* [TRY IT] For the entries that follow, restate word for word the line containing "cairo_save(cr);", the line containing "cairo_set_miter_limit(cr, 4);", and every line that lies between them.

[[ RECORDS SUPPLIED, beginning ]]

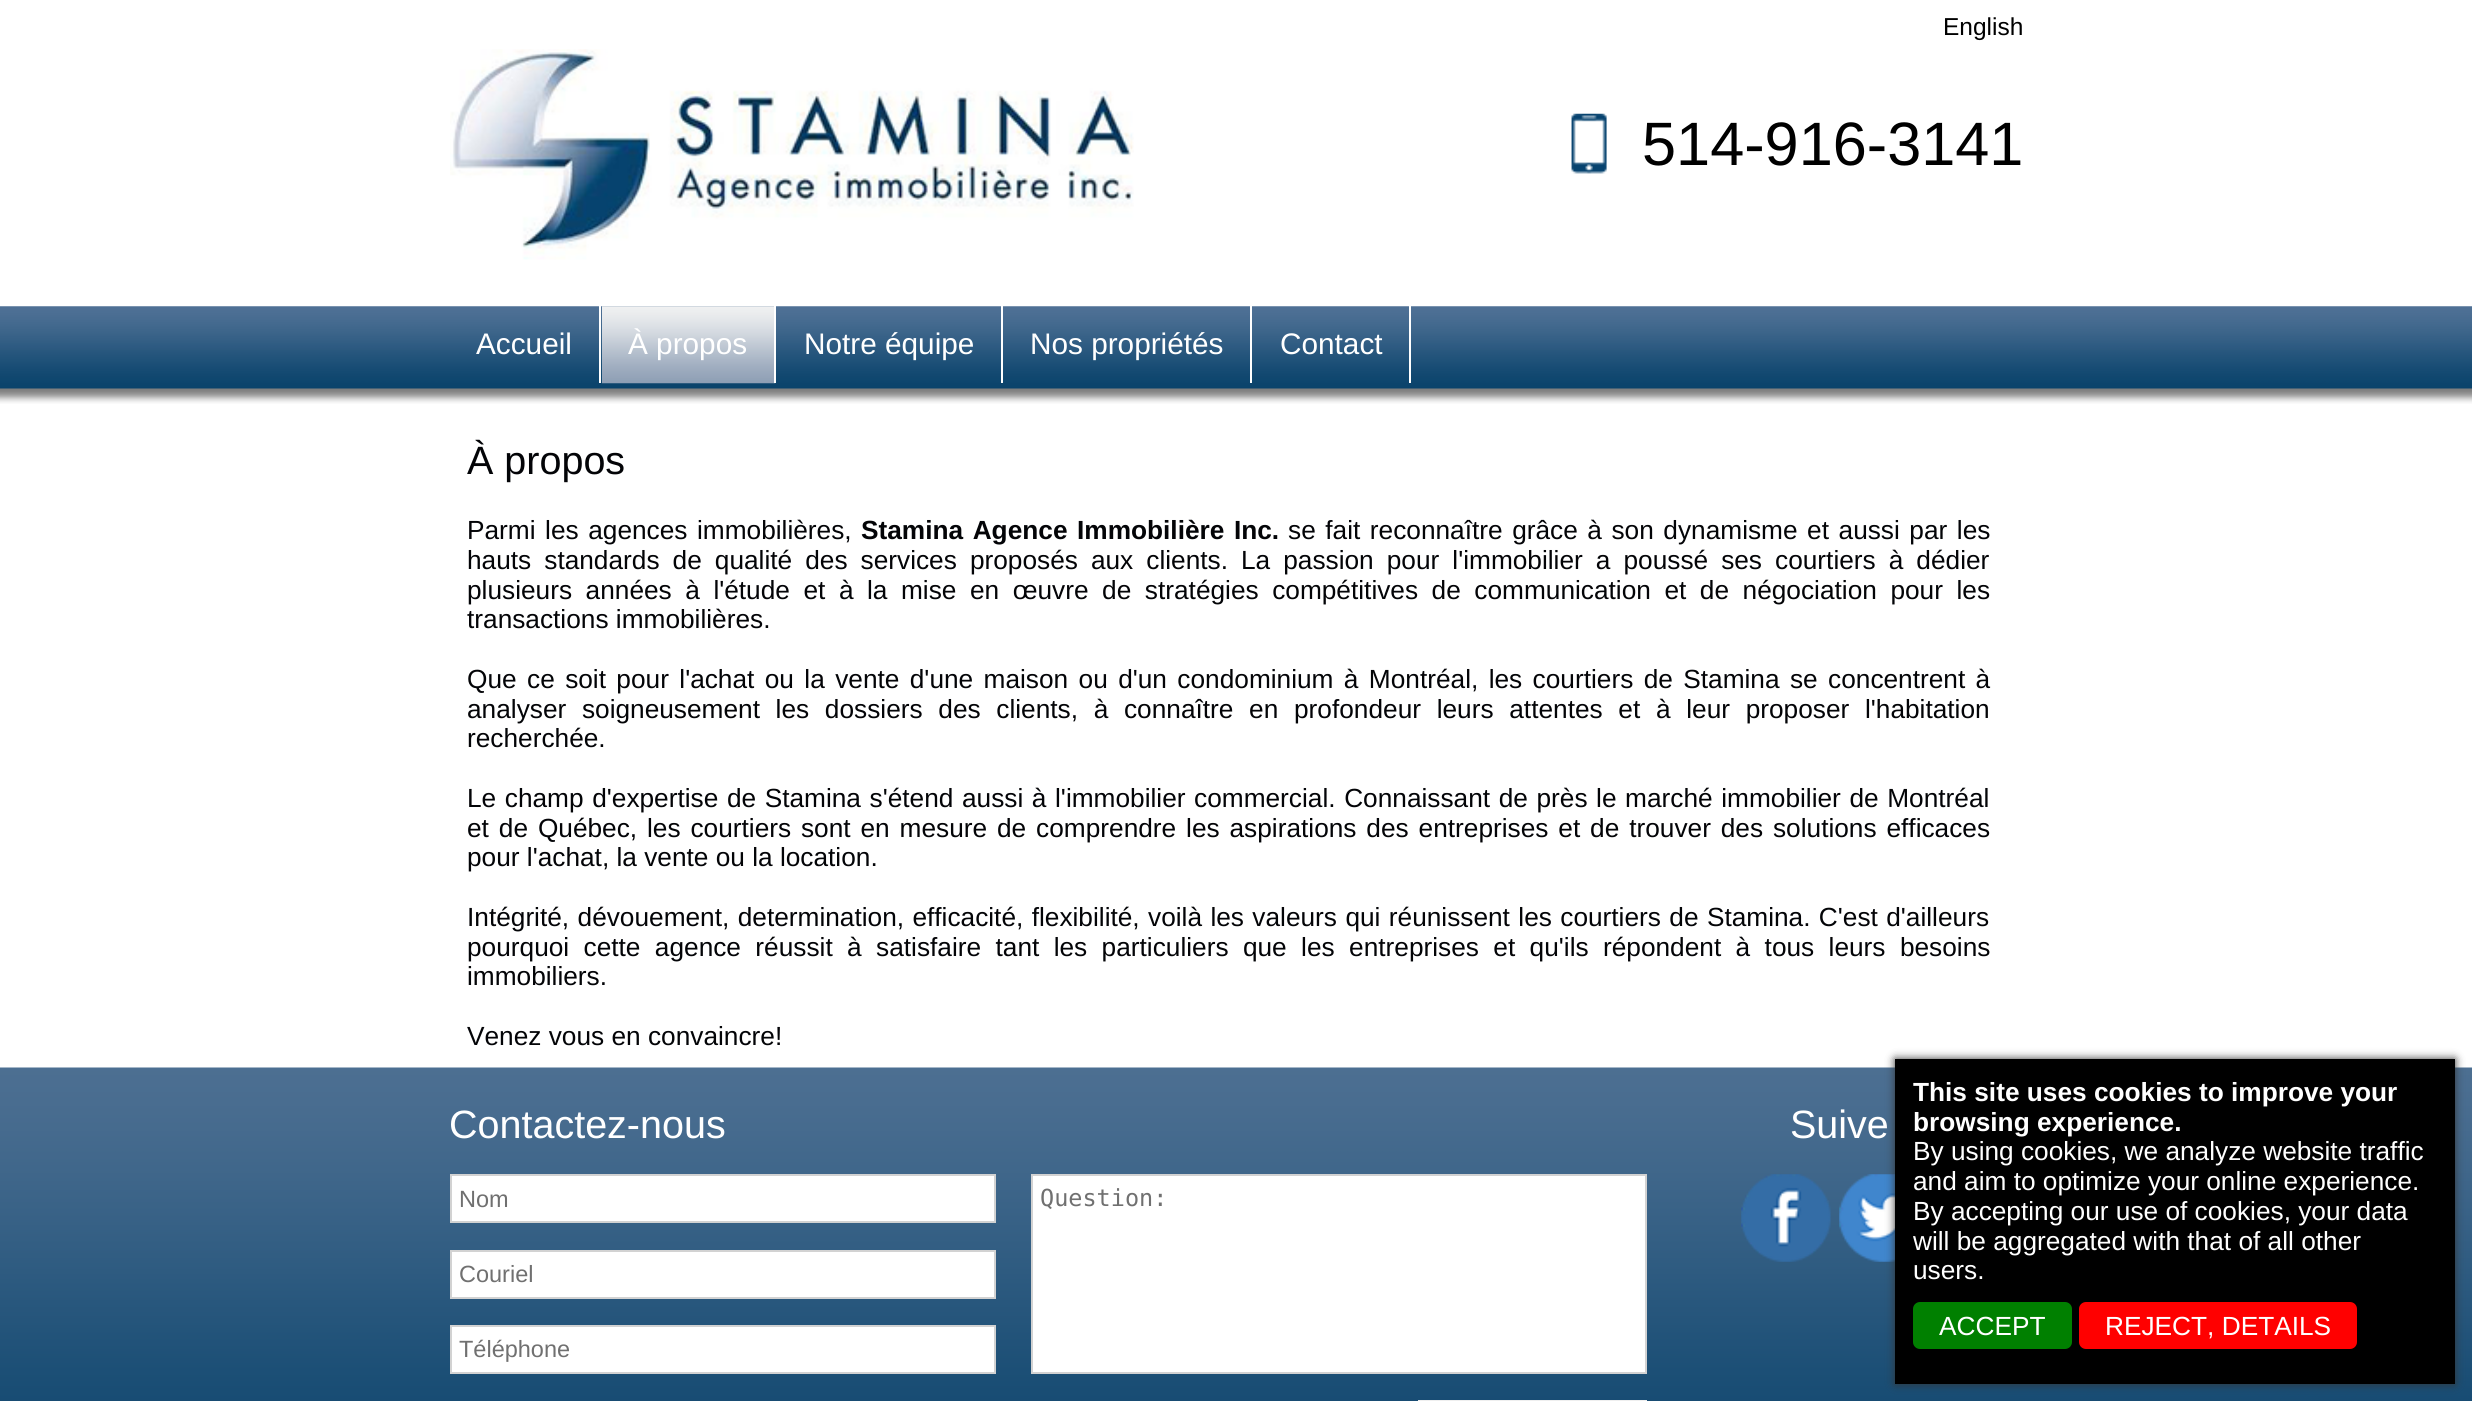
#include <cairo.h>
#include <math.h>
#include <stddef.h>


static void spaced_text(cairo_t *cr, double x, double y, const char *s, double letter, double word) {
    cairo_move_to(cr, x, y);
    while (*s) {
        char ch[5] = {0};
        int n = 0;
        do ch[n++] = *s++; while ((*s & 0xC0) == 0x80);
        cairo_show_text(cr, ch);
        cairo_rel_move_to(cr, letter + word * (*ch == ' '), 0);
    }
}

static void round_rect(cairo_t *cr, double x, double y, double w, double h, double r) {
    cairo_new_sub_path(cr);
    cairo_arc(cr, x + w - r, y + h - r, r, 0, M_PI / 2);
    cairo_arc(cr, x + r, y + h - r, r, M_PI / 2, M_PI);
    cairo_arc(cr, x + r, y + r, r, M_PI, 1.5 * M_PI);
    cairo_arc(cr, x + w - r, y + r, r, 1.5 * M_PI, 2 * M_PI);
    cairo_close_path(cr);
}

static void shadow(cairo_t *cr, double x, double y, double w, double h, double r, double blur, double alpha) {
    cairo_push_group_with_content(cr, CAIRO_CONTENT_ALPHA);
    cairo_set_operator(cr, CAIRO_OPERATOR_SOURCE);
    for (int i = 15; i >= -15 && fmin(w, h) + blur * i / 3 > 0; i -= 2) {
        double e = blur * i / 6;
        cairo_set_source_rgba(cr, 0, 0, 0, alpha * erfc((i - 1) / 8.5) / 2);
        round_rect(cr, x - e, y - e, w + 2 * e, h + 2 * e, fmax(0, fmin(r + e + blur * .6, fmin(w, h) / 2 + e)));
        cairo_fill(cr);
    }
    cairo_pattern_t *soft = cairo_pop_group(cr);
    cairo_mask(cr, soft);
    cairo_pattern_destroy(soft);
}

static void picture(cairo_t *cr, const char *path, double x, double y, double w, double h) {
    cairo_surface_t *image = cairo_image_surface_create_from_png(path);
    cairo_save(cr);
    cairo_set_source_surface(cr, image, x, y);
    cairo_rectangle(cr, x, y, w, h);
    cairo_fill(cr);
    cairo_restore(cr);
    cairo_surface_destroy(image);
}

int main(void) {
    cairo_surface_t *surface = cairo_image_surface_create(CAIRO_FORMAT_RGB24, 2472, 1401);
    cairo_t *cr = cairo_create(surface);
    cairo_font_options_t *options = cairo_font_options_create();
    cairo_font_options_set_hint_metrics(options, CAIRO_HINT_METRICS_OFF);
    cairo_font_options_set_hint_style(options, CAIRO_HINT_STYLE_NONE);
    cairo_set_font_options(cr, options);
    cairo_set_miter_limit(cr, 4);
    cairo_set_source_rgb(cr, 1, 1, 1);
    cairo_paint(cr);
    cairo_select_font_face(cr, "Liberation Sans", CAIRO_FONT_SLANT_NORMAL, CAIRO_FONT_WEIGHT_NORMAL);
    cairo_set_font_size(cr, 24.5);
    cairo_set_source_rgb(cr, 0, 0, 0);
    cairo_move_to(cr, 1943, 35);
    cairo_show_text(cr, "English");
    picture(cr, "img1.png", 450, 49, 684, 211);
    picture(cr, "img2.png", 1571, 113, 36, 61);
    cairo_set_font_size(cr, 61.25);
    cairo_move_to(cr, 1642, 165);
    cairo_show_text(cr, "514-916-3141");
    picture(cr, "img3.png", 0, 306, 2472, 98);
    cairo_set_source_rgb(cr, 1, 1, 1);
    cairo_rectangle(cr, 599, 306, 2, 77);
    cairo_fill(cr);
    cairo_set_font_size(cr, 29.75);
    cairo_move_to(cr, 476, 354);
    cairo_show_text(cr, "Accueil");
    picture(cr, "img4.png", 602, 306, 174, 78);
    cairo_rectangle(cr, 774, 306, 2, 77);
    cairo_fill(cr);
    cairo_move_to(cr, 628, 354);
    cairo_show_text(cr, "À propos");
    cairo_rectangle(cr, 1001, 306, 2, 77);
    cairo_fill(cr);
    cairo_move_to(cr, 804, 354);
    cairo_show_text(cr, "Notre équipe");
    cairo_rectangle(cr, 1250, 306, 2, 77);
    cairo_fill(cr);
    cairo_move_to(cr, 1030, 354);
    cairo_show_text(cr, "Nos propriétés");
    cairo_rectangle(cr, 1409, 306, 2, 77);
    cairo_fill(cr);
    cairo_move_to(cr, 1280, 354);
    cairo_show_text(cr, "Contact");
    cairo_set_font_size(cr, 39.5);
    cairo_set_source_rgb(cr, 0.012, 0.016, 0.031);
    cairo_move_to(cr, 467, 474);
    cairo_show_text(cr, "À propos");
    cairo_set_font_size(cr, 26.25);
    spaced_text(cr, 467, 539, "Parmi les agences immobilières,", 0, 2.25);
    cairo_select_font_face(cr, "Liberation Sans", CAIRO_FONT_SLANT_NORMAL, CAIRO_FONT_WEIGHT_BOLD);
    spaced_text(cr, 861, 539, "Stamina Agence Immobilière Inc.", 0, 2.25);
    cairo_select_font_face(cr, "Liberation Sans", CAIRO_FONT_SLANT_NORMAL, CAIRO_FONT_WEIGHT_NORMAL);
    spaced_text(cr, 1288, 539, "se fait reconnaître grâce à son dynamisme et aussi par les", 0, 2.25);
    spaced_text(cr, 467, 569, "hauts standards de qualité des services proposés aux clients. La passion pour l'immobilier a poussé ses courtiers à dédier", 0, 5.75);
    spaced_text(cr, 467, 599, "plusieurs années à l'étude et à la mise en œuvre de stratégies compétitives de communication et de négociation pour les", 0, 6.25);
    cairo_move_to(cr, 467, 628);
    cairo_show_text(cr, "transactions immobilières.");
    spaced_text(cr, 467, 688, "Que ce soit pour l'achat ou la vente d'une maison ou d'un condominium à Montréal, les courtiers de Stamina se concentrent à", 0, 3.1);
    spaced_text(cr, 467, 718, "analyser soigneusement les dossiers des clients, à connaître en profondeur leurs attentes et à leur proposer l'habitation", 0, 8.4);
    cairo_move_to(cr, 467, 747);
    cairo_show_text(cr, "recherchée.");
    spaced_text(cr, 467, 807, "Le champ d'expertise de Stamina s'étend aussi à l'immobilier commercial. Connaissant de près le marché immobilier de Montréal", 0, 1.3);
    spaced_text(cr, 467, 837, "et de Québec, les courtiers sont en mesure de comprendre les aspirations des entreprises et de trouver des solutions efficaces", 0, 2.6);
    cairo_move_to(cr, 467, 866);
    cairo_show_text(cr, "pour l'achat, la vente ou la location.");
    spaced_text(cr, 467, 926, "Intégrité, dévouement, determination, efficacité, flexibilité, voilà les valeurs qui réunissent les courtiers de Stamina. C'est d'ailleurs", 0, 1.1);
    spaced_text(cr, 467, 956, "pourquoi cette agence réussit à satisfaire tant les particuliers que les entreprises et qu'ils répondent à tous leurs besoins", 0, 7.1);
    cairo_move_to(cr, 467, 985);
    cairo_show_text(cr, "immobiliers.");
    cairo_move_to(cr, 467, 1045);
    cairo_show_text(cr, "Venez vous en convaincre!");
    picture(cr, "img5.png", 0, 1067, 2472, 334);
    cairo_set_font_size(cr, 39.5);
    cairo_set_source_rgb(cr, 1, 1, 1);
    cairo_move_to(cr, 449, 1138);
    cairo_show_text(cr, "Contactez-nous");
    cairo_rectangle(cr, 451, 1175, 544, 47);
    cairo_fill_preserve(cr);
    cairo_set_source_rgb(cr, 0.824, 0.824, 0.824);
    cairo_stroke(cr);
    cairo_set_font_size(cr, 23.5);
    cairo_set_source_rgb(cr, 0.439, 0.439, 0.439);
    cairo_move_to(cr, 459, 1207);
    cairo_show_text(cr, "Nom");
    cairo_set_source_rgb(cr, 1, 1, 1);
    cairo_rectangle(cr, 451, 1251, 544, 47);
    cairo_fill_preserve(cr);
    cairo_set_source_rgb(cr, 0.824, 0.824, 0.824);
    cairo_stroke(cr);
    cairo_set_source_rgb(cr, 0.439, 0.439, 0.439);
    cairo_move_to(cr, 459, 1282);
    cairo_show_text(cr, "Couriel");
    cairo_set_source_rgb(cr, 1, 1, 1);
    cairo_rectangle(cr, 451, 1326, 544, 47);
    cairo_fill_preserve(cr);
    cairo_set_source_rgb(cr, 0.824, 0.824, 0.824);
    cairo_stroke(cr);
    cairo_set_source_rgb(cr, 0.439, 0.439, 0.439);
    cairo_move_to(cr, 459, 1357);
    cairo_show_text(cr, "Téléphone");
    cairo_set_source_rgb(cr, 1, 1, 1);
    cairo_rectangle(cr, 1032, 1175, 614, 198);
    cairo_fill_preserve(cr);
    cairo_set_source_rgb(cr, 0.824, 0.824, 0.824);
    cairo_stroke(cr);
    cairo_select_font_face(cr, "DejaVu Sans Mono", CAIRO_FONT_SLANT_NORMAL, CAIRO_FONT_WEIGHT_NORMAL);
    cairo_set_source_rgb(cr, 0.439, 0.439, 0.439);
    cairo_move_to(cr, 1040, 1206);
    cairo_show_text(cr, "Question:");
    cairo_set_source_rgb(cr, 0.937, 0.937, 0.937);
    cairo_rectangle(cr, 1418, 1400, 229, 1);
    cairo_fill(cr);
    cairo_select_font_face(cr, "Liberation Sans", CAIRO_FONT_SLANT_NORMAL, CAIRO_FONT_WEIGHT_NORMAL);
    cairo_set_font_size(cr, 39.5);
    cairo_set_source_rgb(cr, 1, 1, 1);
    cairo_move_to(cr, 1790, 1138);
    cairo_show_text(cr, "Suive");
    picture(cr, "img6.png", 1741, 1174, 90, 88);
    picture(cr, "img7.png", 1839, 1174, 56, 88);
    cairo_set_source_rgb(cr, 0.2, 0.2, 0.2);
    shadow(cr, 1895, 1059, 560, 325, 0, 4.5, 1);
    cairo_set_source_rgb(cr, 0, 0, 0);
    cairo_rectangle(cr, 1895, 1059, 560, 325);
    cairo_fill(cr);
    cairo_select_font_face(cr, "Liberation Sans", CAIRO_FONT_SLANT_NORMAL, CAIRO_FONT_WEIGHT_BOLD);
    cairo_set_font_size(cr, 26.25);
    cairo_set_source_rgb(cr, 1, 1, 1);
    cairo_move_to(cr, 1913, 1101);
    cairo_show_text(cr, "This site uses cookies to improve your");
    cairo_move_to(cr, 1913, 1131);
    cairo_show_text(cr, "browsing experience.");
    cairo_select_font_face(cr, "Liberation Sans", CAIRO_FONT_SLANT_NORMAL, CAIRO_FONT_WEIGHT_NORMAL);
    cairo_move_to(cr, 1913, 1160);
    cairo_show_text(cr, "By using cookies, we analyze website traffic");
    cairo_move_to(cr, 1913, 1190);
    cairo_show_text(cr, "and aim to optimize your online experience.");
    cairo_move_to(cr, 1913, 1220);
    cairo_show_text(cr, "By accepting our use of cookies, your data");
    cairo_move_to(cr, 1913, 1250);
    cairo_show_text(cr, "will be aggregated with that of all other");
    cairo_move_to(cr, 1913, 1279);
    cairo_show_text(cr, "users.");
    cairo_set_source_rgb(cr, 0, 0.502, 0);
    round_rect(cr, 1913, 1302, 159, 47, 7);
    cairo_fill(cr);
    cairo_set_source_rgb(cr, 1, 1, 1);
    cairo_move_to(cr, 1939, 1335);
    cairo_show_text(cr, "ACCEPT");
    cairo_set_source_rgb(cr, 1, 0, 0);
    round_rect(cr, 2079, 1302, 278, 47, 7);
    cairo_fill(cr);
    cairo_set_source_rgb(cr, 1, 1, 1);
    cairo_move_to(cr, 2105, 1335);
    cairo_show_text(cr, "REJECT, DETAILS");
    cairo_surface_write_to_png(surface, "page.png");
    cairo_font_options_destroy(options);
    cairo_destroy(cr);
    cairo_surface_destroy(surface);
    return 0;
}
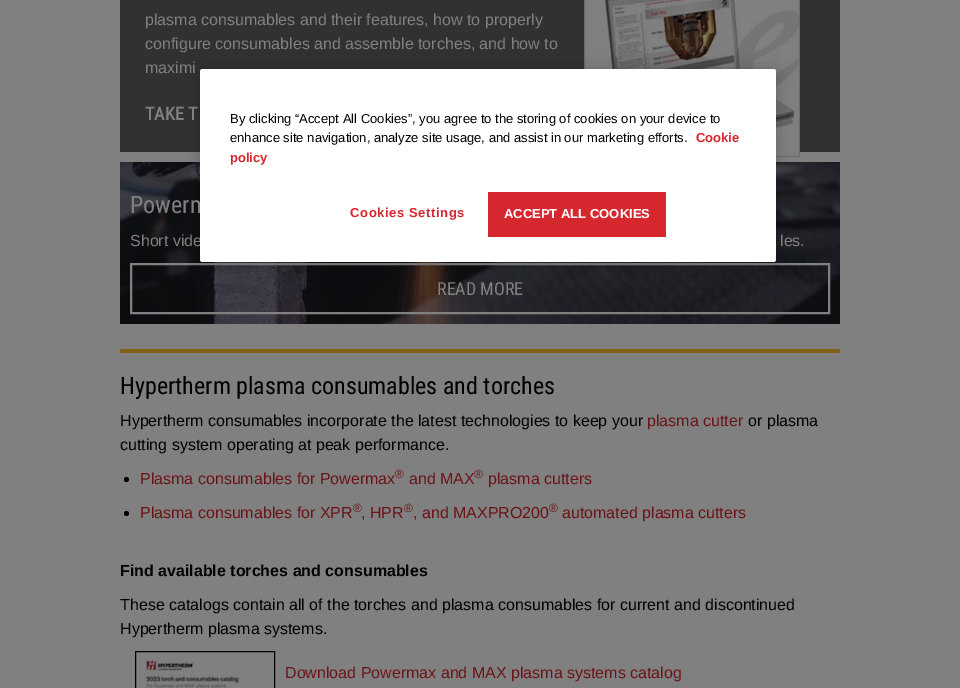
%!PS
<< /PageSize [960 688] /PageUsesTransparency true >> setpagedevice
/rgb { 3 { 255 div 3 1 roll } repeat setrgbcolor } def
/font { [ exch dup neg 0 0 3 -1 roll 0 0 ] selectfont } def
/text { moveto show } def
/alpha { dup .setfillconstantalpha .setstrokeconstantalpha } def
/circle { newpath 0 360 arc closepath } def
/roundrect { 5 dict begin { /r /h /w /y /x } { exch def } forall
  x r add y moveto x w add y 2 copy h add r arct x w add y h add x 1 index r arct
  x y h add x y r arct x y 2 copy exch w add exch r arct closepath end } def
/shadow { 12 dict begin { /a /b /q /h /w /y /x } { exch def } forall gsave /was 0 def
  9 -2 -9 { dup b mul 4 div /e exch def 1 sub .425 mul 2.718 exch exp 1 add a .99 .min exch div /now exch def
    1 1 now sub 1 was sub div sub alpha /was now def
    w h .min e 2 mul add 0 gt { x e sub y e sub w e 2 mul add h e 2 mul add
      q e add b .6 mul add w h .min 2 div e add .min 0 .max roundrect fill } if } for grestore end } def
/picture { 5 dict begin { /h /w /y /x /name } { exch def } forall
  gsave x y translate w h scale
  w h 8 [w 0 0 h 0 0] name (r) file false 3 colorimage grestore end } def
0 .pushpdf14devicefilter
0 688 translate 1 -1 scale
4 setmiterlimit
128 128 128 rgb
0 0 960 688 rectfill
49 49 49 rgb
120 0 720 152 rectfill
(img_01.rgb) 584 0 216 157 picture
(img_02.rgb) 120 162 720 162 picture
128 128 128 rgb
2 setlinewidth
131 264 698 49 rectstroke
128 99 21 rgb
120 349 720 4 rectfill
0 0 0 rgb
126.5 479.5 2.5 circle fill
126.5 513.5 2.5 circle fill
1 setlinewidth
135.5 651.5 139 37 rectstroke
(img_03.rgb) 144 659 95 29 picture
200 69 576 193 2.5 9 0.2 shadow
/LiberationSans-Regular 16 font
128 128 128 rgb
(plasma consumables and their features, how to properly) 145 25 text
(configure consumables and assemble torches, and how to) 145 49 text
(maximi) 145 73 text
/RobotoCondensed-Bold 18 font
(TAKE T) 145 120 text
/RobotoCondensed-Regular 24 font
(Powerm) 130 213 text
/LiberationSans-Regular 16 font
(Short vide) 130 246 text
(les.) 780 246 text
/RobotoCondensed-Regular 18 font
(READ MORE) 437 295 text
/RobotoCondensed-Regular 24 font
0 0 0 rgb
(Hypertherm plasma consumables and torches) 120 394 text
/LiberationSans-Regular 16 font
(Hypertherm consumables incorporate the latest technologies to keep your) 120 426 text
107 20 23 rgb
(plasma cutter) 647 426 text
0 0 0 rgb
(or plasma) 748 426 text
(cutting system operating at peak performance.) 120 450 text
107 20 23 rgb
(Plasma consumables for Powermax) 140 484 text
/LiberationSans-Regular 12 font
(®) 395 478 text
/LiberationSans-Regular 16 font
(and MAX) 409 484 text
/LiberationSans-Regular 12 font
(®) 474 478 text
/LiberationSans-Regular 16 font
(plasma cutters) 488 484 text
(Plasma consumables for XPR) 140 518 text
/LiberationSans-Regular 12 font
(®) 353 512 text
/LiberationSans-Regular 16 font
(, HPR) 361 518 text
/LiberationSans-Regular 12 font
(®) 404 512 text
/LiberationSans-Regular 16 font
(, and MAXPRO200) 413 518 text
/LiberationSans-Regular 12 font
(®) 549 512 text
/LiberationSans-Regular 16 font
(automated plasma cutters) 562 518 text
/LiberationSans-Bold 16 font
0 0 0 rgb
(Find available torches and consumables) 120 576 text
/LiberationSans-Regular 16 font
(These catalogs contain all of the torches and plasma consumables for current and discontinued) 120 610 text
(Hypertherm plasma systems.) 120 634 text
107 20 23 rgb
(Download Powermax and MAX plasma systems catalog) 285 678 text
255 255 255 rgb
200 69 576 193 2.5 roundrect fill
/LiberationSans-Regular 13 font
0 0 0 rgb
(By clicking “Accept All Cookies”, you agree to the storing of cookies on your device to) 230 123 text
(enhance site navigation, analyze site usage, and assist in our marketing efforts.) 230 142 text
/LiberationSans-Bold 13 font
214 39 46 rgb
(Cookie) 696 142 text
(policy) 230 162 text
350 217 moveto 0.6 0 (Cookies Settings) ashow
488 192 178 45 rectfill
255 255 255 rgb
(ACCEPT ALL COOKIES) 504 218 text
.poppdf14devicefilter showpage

[[ RECORDS SUPPLIED, end ]]

* [SOLVED EXERCISE]
    cairo_save(cr);
    cairo_set_source_surface(cr, image, x, y);
    cairo_rectangle(cr, x, y, w, h);
    cairo_fill(cr);
    cairo_restore(cr);
    cairo_surface_destroy(image);
}

int main(void) {
    cairo_surface_t *surface = cairo_image_surface_create(CAIRO_FORMAT_RGB24, 2472, 1401);
    cairo_t *cr = cairo_create(surface);
    cairo_font_options_t *options = cairo_font_options_create();
    cairo_font_options_set_hint_metrics(options, CAIRO_HINT_METRICS_OFF);
    cairo_font_options_set_hint_style(options, CAIRO_HINT_STYLE_NONE);
    cairo_set_font_options(cr, options);
    cairo_set_miter_limit(cr, 4);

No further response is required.